■ **ASSIGNED TASK**: An exact transcription of all the data is required.

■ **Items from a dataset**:
..............................

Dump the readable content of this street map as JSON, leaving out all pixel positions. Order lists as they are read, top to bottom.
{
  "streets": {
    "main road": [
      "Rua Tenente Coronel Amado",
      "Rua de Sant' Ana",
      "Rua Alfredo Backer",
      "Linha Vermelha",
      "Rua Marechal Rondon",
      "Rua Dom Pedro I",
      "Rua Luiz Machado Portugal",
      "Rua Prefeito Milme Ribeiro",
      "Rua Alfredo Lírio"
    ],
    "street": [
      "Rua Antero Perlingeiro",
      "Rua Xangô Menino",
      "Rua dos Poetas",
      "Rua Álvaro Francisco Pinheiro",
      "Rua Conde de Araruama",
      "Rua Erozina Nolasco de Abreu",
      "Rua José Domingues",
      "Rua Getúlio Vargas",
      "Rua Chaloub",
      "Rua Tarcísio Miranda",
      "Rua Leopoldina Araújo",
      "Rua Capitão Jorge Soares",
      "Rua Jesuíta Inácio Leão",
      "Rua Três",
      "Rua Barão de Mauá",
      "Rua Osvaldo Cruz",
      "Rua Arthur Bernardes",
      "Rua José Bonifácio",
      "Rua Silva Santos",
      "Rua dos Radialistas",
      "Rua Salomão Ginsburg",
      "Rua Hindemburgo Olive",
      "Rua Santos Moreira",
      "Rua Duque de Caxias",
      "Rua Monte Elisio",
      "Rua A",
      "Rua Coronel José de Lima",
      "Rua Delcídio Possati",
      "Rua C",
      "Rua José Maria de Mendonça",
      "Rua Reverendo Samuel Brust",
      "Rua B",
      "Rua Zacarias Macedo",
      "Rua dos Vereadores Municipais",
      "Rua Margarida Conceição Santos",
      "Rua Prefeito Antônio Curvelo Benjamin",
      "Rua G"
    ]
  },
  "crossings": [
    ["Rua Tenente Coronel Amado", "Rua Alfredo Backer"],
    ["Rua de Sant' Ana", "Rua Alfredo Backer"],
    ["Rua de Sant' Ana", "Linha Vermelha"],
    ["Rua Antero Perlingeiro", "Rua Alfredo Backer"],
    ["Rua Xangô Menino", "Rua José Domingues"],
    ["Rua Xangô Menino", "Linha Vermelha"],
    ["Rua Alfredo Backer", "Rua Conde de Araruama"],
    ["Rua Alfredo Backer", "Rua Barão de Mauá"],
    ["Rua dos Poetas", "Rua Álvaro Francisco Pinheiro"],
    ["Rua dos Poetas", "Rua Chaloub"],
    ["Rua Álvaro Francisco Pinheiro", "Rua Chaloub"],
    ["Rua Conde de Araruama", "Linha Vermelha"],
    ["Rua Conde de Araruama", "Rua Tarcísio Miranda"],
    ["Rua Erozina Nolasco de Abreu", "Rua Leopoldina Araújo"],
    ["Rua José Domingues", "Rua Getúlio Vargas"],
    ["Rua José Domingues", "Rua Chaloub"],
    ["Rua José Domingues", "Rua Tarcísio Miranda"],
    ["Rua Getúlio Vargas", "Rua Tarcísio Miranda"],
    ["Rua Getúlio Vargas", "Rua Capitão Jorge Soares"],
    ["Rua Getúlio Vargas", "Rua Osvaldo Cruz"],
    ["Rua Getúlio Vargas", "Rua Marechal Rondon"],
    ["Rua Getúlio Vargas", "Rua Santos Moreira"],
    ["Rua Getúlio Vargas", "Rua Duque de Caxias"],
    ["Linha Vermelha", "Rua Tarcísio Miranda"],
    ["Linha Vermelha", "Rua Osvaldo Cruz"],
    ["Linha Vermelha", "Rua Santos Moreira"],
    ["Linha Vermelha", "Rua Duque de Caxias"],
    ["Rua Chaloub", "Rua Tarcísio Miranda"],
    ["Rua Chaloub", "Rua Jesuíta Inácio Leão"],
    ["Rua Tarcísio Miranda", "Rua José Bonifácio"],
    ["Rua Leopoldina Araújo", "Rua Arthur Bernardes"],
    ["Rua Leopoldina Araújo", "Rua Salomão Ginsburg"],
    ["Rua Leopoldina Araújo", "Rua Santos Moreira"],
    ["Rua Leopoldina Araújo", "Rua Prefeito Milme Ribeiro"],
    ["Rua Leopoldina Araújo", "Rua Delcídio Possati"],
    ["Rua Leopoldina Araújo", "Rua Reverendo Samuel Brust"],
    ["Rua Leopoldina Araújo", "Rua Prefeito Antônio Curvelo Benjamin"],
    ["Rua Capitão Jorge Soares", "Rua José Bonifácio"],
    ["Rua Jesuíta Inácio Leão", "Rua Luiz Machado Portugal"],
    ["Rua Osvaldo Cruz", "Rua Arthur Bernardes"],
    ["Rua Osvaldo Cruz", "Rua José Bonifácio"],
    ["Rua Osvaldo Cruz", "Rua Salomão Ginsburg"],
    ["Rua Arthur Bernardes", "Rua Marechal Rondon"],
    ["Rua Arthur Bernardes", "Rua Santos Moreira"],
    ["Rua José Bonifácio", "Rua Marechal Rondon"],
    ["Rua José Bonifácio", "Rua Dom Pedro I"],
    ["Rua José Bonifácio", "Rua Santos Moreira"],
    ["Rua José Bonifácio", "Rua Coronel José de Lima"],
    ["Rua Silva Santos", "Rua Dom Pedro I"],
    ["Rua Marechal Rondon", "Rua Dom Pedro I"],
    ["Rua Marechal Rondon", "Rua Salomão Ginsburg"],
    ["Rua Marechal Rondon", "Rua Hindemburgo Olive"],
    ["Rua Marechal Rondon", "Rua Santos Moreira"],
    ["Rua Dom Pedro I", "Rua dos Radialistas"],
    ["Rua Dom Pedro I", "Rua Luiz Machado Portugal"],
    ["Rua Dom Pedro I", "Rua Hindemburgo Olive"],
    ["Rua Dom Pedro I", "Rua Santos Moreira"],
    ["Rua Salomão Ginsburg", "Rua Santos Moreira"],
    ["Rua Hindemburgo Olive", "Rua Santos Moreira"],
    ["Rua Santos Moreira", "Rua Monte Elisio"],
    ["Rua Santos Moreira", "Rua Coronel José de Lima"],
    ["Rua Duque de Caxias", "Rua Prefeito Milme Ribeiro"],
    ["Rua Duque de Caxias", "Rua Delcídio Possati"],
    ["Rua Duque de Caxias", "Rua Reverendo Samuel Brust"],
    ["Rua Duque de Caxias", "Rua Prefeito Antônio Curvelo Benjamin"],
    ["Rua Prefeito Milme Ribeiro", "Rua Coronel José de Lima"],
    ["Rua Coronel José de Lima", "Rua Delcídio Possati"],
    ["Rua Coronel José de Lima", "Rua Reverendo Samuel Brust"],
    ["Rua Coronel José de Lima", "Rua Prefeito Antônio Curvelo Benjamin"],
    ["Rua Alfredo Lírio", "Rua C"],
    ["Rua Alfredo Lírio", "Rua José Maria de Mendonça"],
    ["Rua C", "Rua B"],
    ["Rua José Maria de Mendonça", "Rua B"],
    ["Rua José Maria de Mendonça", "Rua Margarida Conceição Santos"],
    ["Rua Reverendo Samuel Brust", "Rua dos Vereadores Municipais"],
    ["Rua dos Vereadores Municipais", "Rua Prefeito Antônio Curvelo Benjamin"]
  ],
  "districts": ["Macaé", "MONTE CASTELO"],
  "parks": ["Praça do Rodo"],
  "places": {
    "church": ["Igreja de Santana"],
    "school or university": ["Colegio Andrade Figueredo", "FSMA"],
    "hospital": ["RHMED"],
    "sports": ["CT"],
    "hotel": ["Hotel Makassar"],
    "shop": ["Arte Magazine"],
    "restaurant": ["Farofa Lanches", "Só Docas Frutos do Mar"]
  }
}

..............................

■ **SOLUTION FOR THIS PROBLEM**:
Dump the readable content of this street map as JSON, leaving out all pixel positions. Order lists as they are read, top to bottom.
{
  "streets": {
    "main road": [
      "Rua Tenente Coronel Amado",
      "Rua de Sant' Ana",
      "Rua Alfredo Backer",
      "Linha Vermelha",
      "Rua Marechal Rondon",
      "Rua Dom Pedro I",
      "Rua Luiz Machado Portugal",
      "Rua Prefeito Milme Ribeiro",
      "Rua Alfredo Lírio"
    ],
    "street": [
      "Rua Antero Perlingeiro",
      "Rua Xangô Menino",
      "Rua dos Poetas",
      "Rua Álvaro Francisco Pinheiro",
      "Rua Conde de Araruama",
      "Rua Erozina Nolasco de Abreu",
      "Rua José Domingues",
      "Rua Getúlio Vargas",
      "Rua Chaloub",
      "Rua Tarcísio Miranda",
      "Rua Leopoldina Araújo",
      "Rua Capitão Jorge Soares",
      "Rua Jesuíta Inácio Leão",
      "Rua Três",
      "Rua Barão de Mauá",
      "Rua Osvaldo Cruz",
      "Rua Arthur Bernardes",
      "Rua José Bonifácio",
      "Rua Silva Santos",
      "Rua dos Radialistas",
      "Rua Salomão Ginsburg",
      "Rua Hindemburgo Olive",
      "Rua Santos Moreira",
      "Rua Duque de Caxias",
      "Rua Monte Elisio",
      "Rua A",
      "Rua Coronel José de Lima",
      "Rua Delcídio Possati",
      "Rua C",
      "Rua José Maria de Mendonça",
      "Rua Reverendo Samuel Brust",
      "Rua B",
      "Rua Zacarias Macedo",
      "Rua dos Vereadores Municipais",
      "Rua Margarida Conceição Santos",
      "Rua Prefeito Antônio Curvelo Benjamin",
      "Rua G"
    ]
  },
  "crossings": [
    ["Rua Tenente Coronel Amado", "Rua Alfredo Backer"],
    ["Rua de Sant' Ana", "Rua Alfredo Backer"],
    ["Rua de Sant' Ana", "Linha Vermelha"],
    ["Rua Antero Perlingeiro", "Rua Alfredo Backer"],
    ["Rua Xangô Menino", "Rua José Domingues"],
    ["Rua Xangô Menino", "Linha Vermelha"],
    ["Rua Alfredo Backer", "Rua Conde de Araruama"],
    ["Rua Alfredo Backer", "Rua Barão de Mauá"],
    ["Rua dos Poetas", "Rua Álvaro Francisco Pinheiro"],
    ["Rua dos Poetas", "Rua Chaloub"],
    ["Rua Álvaro Francisco Pinheiro", "Rua Chaloub"],
    ["Rua Conde de Araruama", "Linha Vermelha"],
    ["Rua Conde de Araruama", "Rua Tarcísio Miranda"],
    ["Rua Erozina Nolasco de Abreu", "Rua Leopoldina Araújo"],
    ["Rua José Domingues", "Rua Getúlio Vargas"],
    ["Rua José Domingues", "Rua Chaloub"],
    ["Rua José Domingues", "Rua Tarcísio Miranda"],
    ["Rua Getúlio Vargas", "Rua Tarcísio Miranda"],
    ["Rua Getúlio Vargas", "Rua Capitão Jorge Soares"],
    ["Rua Getúlio Vargas", "Rua Osvaldo Cruz"],
    ["Rua Getúlio Vargas", "Rua Marechal Rondon"],
    ["Rua Getúlio Vargas", "Rua Santos Moreira"],
    ["Rua Getúlio Vargas", "Rua Duque de Caxias"],
    ["Linha Vermelha", "Rua Tarcísio Miranda"],
    ["Linha Vermelha", "Rua Osvaldo Cruz"],
    ["Linha Vermelha", "Rua Santos Moreira"],
    ["Linha Vermelha", "Rua Duque de Caxias"],
    ["Rua Chaloub", "Rua Tarcísio Miranda"],
    ["Rua Chaloub", "Rua Jesuíta Inácio Leão"],
    ["Rua Tarcísio Miranda", "Rua José Bonifácio"],
    ["Rua Leopoldina Araújo", "Rua Arthur Bernardes"],
    ["Rua Leopoldina Araújo", "Rua Salomão Ginsburg"],
    ["Rua Leopoldina Araújo", "Rua Santos Moreira"],
    ["Rua Leopoldina Araújo", "Rua Prefeito Milme Ribeiro"],
    ["Rua Leopoldina Araújo", "Rua Delcídio Possati"],
    ["Rua Leopoldina Araújo", "Rua Reverendo Samuel Brust"],
    ["Rua Leopoldina Araújo", "Rua Prefeito Antônio Curvelo Benjamin"],
    ["Rua Capitão Jorge Soares", "Rua José Bonifácio"],
    ["Rua Jesuíta Inácio Leão", "Rua Luiz Machado Portugal"],
    ["Rua Osvaldo Cruz", "Rua Arthur Bernardes"],
    ["Rua Osvaldo Cruz", "Rua José Bonifácio"],
    ["Rua Osvaldo Cruz", "Rua Salomão Ginsburg"],
    ["Rua Arthur Bernardes", "Rua Marechal Rondon"],
    ["Rua Arthur Bernardes", "Rua Santos Moreira"],
    ["Rua José Bonifácio", "Rua Marechal Rondon"],
    ["Rua José Bonifácio", "Rua Dom Pedro I"],
    ["Rua José Bonifácio", "Rua Santos Moreira"],
    ["Rua José Bonifácio", "Rua Coronel José de Lima"],
    ["Rua Silva Santos", "Rua Dom Pedro I"],
    ["Rua Marechal Rondon", "Rua Dom Pedro I"],
    ["Rua Marechal Rondon", "Rua Salomão Ginsburg"],
    ["Rua Marechal Rondon", "Rua Hindemburgo Olive"],
    ["Rua Marechal Rondon", "Rua Santos Moreira"],
    ["Rua Dom Pedro I", "Rua dos Radialistas"],
    ["Rua Dom Pedro I", "Rua Luiz Machado Portugal"],
    ["Rua Dom Pedro I", "Rua Hindemburgo Olive"],
    ["Rua Dom Pedro I", "Rua Santos Moreira"],
    ["Rua Salomão Ginsburg", "Rua Santos Moreira"],
    ["Rua Hindemburgo Olive", "Rua Santos Moreira"],
    ["Rua Santos Moreira", "Rua Monte Elisio"],
    ["Rua Santos Moreira", "Rua Coronel José de Lima"],
    ["Rua Duque de Caxias", "Rua Prefeito Milme Ribeiro"],
    ["Rua Duque de Caxias", "Rua Delcídio Possati"],
    ["Rua Duque de Caxias", "Rua Reverendo Samuel Brust"],
    ["Rua Duque de Caxias", "Rua Prefeito Antônio Curvelo Benjamin"],
    ["Rua Prefeito Milme Ribeiro", "Rua Coronel José de Lima"],
    ["Rua Coronel José de Lima", "Rua Delcídio Possati"],
    ["Rua Coronel José de Lima", "Rua Reverendo Samuel Brust"],
    ["Rua Coronel José de Lima", "Rua Prefeito Antônio Curvelo Benjamin"],
    ["Rua Alfredo Lírio", "Rua C"],
    ["Rua Alfredo Lírio", "Rua José Maria de Mendonça"],
    ["Rua C", "Rua B"],
    ["Rua José Maria de Mendonça", "Rua B"],
    ["Rua José Maria de Mendonça", "Rua Margarida Conceição Santos"],
    ["Rua Reverendo Samuel Brust", "Rua dos Vereadores Municipais"],
    ["Rua dos Vereadores Municipais", "Rua Prefeito Antônio Curvelo Benjamin"]
  ],
  "districts": ["Macaé", "MONTE CASTELO"],
  "parks": ["Praça do Rodo"],
  "places": {
    "church": ["Igreja de Santana"],
    "school or university": ["Colegio Andrade Figueredo", "FSMA"],
    "hospital": ["RHMED"],
    "sports": ["CT"],
    "hotel": ["Hotel Makassar"],
    "shop": ["Arte Magazine"],
    "restaurant": ["Farofa Lanches", "Só Docas Frutos do Mar"]
  }
}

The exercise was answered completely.